Ultimately, the Democratic party will fail because Pat Buchanan has a point: the Democrats have set themselves up as the fair ones - but they have not been fair.
The important thing to understand here is not that Pat Buchanan is right but that there's no reason why Pat Buchanan should not be allowed to argue his point.Barack says we need to have a conversation about race in America.
Fair enough. But this time, it has to be a two-way conversation. White America needs to be heard from, not just lectured to.
This time, the Silent Majority needs to have its convictions, grievances and demands heard. And among them are these:
First, America has been the best country on earth for black folks. It was here that 600,000 black people, brought from Africa in slave ships, grew into a community of 40 million, were introduced to Christian salvation, and reached the greatest levels of freedom and prosperity blacks have ever known.
Wright ought to go down on his knees and thank God he is an American.
Second, no people anywhere has done more to lift up blacks than white Americans. Untold trillions have been spent since the ’60s on welfare, food stamps, rent supplements, Section 8 housing, Pell grants, student loans, legal services, Medicaid, Earned Income Tax Credits and poverty programs designed to bring the African-American community into the mainstream.
Governments, businesses and colleges have engaged in discrimination against white folks — with affirmative action, contract set-asides and quotas — to advance black applicants over white applicants.
Churches, foundations, civic groups, schools and individuals all over America have donated time and money to support soup kitchens, adult education, day care, retirement and nursing homes for blacks.
We hear the grievances. Where is the gratitude?
Republicans don't share Democratic party assumptions. The most important assumption that is not shared is the one about personal responsibility. Democrats believe that people are all about being shaped by their environment - but Republicans don't. They believe in choice. They reject entitlement.
On this particular issue, more Americans agree with the Republicans. Democrats are therefore in trouble if Obama gets the nomination - seeing, as we do now, that he is a flawed candidate, but that we must give him the nomination because he is "entitled" to it.

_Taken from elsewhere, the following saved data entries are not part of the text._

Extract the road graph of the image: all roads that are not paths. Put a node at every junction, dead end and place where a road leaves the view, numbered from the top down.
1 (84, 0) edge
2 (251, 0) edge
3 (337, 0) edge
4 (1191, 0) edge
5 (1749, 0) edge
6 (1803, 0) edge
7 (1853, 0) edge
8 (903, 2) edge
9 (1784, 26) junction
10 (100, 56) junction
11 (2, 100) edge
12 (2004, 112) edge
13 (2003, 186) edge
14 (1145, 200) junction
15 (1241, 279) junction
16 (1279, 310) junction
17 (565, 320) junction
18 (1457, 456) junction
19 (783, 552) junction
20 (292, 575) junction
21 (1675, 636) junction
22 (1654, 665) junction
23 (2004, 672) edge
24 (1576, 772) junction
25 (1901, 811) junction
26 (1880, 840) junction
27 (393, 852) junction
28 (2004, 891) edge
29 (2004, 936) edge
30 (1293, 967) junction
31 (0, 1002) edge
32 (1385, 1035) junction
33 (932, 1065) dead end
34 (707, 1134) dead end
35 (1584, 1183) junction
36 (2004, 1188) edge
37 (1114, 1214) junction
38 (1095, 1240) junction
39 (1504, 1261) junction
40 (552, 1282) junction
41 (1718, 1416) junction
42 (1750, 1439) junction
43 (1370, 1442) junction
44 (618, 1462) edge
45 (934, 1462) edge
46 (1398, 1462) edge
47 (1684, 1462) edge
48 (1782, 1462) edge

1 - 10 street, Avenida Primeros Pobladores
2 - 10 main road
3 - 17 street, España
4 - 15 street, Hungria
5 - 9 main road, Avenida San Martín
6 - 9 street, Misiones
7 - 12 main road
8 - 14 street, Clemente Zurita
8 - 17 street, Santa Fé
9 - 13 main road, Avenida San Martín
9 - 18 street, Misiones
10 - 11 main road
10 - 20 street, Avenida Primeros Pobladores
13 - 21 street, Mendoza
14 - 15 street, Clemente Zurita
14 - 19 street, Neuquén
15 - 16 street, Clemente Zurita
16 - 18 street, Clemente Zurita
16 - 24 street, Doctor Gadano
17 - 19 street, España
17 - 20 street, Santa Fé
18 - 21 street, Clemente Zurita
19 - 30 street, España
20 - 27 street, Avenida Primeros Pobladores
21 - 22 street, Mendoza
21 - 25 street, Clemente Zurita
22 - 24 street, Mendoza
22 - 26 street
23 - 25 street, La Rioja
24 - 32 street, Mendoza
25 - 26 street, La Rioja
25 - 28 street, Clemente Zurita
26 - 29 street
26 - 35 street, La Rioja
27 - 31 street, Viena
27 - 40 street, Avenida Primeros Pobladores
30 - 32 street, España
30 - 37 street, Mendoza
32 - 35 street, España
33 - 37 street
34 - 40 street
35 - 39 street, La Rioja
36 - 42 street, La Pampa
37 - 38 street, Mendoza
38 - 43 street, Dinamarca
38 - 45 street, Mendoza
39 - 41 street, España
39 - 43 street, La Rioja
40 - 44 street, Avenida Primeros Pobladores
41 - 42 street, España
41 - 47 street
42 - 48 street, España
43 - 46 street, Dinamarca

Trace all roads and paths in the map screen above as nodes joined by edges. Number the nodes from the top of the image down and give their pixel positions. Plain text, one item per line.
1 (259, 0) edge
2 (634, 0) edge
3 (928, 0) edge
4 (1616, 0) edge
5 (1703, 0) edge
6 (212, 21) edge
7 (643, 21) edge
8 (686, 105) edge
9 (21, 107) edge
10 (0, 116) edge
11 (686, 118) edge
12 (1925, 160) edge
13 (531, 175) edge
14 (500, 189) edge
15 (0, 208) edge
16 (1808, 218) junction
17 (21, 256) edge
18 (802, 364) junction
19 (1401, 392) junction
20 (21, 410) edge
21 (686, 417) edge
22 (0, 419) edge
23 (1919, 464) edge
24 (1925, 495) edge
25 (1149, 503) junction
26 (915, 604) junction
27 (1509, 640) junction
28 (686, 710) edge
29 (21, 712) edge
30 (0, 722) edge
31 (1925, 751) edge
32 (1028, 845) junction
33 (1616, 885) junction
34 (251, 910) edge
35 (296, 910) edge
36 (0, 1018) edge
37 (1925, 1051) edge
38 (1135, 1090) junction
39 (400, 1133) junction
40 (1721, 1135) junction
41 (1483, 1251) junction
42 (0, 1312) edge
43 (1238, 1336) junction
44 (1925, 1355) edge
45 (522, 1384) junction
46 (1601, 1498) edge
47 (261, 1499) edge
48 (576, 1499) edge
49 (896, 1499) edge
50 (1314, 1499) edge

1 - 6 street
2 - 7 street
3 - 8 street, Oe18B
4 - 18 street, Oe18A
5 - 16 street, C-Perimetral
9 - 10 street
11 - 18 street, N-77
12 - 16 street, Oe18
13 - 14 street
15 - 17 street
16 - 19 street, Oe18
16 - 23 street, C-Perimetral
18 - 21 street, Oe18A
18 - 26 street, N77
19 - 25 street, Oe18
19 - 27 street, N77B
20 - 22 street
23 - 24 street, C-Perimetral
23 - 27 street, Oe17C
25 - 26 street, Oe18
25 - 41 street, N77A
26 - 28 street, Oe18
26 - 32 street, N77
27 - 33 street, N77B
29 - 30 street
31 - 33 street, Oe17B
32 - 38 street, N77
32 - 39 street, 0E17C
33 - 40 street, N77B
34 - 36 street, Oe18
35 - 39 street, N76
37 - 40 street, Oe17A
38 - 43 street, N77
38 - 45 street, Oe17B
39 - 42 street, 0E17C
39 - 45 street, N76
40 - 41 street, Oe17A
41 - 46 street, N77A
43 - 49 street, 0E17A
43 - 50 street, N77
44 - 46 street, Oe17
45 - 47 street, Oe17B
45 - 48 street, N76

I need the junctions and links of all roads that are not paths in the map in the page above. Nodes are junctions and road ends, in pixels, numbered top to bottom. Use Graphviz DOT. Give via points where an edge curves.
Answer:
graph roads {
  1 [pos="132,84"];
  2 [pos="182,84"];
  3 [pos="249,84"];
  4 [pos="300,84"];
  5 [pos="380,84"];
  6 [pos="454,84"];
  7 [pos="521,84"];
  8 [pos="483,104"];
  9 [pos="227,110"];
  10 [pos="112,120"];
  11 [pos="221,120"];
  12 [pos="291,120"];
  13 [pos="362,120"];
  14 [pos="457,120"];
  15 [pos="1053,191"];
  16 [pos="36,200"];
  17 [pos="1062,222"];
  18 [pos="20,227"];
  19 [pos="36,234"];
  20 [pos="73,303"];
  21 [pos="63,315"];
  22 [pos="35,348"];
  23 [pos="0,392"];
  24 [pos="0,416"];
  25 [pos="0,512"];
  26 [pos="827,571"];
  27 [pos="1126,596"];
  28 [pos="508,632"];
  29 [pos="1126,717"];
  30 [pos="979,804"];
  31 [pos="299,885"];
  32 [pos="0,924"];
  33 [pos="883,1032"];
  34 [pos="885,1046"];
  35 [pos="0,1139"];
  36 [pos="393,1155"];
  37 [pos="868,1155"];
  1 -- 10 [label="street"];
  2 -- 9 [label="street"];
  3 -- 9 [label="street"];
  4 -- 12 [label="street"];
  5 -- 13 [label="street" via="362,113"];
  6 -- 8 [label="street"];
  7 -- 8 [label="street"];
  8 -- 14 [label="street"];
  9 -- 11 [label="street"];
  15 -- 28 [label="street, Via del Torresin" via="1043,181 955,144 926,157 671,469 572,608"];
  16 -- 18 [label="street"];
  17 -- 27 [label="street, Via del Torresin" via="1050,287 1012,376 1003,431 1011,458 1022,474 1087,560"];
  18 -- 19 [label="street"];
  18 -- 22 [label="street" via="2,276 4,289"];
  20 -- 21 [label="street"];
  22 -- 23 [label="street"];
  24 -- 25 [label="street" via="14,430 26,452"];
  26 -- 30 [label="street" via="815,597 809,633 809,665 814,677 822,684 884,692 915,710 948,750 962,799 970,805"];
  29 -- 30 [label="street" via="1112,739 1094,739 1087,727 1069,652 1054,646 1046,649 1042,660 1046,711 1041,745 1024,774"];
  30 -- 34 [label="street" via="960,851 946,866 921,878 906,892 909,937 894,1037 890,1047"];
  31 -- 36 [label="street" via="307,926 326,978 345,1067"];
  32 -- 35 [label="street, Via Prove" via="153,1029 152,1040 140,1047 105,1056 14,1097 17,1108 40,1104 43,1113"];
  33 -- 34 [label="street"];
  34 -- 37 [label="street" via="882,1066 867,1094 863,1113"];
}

__________________________
*That piece is called, beautifully enough, "Desperate Clinton is Danger to the Party". They did not, however, include the illustration - you know, with the pickaxe. I think the bits of flesh falling from her face might have scared young children or something.
**Another big problem with Robinson's argument: it's demonstrably untrue. Eugene Robinson never believed in a colorblind America and he never believed anyone else did, either.
***Those who still deny that there is something wrong with affirmative action would do well to quit preaching bigotry against poor and conspicuously uneducated white folk & go find out why they're so angry. One issue that could come up might involve how tough it is to get financial aid to finish college - when there isn't enough need-based aid to go around, and minorities get preference.